» Problem statement: Report how many lines in the records below hold "paths", with no other output.

» Task input:
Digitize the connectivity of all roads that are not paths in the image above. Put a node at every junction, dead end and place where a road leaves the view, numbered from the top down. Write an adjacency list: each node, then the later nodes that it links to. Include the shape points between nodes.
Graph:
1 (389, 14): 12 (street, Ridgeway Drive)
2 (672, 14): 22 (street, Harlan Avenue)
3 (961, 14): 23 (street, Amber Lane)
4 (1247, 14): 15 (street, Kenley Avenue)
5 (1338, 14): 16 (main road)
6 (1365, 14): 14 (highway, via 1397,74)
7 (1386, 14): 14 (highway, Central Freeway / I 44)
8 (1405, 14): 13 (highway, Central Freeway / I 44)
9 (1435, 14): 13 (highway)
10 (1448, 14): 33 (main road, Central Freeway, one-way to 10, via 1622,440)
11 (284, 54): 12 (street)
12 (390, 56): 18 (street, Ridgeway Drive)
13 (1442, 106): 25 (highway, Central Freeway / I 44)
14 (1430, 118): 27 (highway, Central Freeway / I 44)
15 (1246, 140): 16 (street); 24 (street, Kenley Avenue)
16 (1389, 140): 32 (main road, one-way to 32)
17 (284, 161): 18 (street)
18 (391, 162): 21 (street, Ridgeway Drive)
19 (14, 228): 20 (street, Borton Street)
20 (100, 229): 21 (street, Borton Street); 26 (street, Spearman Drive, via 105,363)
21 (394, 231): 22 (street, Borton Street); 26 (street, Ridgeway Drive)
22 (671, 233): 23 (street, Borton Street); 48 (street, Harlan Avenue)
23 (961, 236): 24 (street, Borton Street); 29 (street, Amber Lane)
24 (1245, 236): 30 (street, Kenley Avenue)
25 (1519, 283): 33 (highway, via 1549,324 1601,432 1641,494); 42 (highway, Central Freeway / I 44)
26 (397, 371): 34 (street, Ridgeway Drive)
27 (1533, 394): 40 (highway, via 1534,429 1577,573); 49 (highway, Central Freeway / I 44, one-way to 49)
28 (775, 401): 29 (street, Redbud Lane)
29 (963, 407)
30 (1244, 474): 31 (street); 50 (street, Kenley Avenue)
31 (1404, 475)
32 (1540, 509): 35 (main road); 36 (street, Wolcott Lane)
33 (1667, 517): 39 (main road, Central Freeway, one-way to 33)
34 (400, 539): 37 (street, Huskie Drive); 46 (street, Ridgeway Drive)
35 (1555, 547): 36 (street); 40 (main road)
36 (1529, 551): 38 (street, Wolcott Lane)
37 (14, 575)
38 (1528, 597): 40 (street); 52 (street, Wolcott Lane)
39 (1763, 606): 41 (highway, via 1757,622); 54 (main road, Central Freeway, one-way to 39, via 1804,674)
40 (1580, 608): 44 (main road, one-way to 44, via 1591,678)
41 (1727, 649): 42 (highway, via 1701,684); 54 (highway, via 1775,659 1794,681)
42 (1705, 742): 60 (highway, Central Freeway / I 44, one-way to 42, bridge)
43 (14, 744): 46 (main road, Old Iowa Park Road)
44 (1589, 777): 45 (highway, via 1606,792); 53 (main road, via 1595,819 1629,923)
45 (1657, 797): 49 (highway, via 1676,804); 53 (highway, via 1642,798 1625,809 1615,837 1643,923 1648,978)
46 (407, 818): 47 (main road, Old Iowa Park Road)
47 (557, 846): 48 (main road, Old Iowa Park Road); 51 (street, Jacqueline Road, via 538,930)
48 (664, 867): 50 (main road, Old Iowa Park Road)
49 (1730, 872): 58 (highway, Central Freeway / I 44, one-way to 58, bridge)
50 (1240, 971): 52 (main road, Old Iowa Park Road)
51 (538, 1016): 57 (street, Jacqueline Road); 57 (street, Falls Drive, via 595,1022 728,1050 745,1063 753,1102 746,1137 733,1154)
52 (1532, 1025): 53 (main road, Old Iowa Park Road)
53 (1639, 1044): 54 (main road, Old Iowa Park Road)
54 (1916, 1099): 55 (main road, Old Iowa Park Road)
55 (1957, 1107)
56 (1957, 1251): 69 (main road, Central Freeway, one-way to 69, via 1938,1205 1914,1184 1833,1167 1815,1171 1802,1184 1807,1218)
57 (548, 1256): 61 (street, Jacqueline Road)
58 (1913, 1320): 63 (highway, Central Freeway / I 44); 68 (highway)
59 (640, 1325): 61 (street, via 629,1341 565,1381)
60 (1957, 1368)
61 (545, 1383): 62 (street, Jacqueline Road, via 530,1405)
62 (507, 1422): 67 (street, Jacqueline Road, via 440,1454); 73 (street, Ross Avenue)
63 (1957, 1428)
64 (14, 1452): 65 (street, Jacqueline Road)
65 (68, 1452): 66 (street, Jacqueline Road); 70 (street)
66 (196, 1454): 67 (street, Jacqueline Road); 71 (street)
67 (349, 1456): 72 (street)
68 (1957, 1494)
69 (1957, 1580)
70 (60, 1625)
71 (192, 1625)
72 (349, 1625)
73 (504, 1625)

...

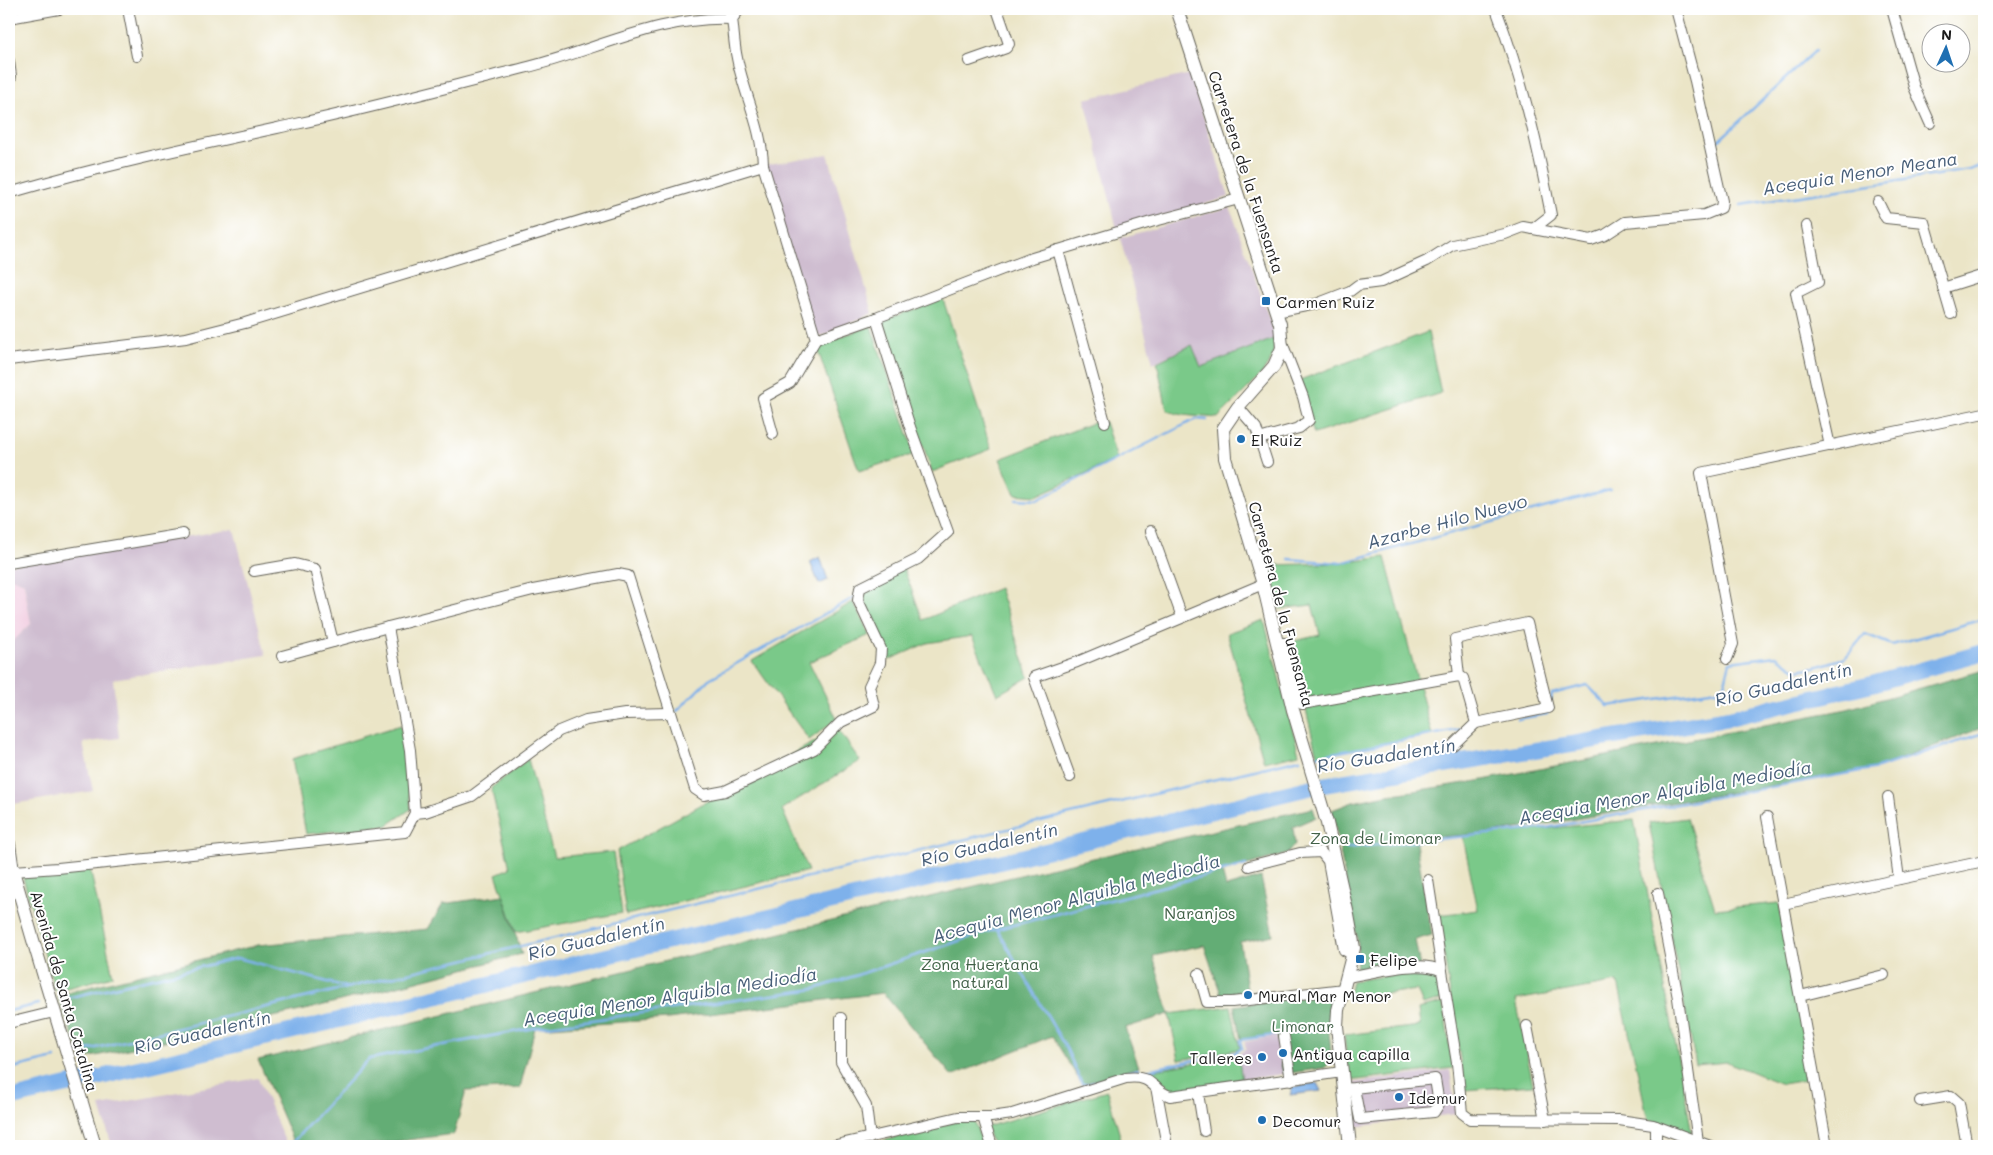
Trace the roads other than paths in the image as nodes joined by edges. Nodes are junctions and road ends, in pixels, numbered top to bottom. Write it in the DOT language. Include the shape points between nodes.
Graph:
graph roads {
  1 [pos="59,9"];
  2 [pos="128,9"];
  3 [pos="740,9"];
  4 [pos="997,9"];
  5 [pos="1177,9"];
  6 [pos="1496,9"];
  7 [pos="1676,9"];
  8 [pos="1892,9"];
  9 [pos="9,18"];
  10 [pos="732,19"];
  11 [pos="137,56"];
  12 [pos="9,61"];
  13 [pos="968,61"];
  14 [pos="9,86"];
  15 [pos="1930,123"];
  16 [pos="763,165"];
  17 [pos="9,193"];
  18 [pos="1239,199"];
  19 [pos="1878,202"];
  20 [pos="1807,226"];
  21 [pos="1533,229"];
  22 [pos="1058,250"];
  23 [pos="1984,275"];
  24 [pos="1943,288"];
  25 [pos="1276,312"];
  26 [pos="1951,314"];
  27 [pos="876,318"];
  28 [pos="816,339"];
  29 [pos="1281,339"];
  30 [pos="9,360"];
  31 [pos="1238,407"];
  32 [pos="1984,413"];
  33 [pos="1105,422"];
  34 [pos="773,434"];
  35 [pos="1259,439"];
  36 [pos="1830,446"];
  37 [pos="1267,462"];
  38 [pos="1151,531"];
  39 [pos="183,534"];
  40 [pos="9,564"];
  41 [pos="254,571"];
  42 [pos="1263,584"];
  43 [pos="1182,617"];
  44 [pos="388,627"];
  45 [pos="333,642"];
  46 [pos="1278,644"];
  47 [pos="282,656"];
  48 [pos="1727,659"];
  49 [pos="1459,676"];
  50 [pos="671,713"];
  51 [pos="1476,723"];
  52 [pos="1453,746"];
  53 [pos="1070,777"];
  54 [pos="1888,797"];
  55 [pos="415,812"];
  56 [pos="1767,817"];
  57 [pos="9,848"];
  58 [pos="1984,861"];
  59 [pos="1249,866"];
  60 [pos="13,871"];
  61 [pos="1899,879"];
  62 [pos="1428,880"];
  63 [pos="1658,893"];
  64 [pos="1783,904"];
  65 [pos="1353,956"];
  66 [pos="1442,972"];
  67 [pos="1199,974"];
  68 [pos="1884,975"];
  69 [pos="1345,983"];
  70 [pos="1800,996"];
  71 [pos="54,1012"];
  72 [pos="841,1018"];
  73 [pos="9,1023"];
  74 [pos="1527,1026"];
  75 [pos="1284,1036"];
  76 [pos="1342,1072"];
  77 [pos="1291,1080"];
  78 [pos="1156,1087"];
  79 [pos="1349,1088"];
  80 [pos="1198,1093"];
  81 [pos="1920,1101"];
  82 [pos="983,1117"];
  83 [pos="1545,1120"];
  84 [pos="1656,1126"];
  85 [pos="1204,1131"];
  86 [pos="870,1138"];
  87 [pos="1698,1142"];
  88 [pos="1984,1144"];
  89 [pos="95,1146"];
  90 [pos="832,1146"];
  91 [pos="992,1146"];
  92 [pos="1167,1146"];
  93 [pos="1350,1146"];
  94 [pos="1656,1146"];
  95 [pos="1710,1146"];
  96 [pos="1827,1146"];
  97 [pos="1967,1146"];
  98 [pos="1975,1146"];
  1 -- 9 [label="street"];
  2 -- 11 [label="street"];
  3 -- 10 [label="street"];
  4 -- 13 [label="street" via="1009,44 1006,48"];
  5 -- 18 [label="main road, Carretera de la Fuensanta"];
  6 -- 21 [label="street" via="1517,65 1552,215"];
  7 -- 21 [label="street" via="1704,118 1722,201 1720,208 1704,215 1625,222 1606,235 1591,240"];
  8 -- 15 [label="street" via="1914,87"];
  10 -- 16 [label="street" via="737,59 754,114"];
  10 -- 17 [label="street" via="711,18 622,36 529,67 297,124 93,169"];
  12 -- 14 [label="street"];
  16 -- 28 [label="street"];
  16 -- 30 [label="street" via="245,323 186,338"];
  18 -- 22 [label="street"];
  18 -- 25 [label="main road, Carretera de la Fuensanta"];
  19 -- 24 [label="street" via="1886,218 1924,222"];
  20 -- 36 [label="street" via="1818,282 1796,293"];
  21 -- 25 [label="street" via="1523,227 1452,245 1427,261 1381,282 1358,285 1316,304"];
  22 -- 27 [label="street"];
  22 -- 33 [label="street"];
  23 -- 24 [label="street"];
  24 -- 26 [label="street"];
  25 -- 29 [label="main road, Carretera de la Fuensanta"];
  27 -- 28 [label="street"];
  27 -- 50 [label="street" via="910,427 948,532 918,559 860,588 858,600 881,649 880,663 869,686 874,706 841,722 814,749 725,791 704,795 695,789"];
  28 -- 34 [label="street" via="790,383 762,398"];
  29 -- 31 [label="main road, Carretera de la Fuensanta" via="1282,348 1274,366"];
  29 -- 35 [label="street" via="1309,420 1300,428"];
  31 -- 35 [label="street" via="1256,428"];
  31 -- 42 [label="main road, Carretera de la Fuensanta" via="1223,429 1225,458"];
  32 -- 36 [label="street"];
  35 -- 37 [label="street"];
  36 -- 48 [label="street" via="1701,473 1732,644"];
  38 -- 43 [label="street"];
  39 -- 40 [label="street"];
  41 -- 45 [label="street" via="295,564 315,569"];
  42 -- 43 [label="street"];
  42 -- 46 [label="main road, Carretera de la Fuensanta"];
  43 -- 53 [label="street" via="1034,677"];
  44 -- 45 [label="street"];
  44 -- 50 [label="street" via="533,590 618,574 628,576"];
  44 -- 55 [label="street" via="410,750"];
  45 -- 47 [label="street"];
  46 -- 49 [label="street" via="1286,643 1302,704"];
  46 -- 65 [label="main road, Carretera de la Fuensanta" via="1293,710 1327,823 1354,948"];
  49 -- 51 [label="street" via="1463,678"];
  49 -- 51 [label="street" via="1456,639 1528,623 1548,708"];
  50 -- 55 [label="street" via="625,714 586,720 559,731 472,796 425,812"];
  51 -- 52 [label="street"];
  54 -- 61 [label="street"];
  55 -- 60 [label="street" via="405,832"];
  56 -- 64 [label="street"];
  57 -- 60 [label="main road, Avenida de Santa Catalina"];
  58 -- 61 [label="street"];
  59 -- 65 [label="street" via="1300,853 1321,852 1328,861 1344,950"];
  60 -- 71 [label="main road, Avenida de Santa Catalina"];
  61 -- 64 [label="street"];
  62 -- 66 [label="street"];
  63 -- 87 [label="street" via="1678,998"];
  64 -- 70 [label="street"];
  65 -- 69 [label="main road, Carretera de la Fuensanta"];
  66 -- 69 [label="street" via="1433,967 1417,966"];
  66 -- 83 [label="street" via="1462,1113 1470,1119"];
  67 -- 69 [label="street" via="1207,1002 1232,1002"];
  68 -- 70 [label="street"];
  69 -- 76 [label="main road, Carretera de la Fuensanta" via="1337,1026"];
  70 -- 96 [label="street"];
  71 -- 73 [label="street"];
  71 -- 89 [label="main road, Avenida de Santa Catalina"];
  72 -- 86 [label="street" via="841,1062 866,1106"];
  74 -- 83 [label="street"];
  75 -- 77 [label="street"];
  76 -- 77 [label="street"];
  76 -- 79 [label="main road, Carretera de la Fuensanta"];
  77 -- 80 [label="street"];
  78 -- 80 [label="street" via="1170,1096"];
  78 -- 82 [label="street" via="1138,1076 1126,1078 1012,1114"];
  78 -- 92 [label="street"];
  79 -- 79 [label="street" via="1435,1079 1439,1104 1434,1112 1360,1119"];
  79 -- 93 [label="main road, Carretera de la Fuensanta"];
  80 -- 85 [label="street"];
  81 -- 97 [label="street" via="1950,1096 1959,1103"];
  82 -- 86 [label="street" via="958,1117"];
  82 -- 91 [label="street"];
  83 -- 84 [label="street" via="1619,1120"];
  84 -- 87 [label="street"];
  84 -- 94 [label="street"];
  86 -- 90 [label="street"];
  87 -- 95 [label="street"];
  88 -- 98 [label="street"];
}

» Reply to the exercise: 2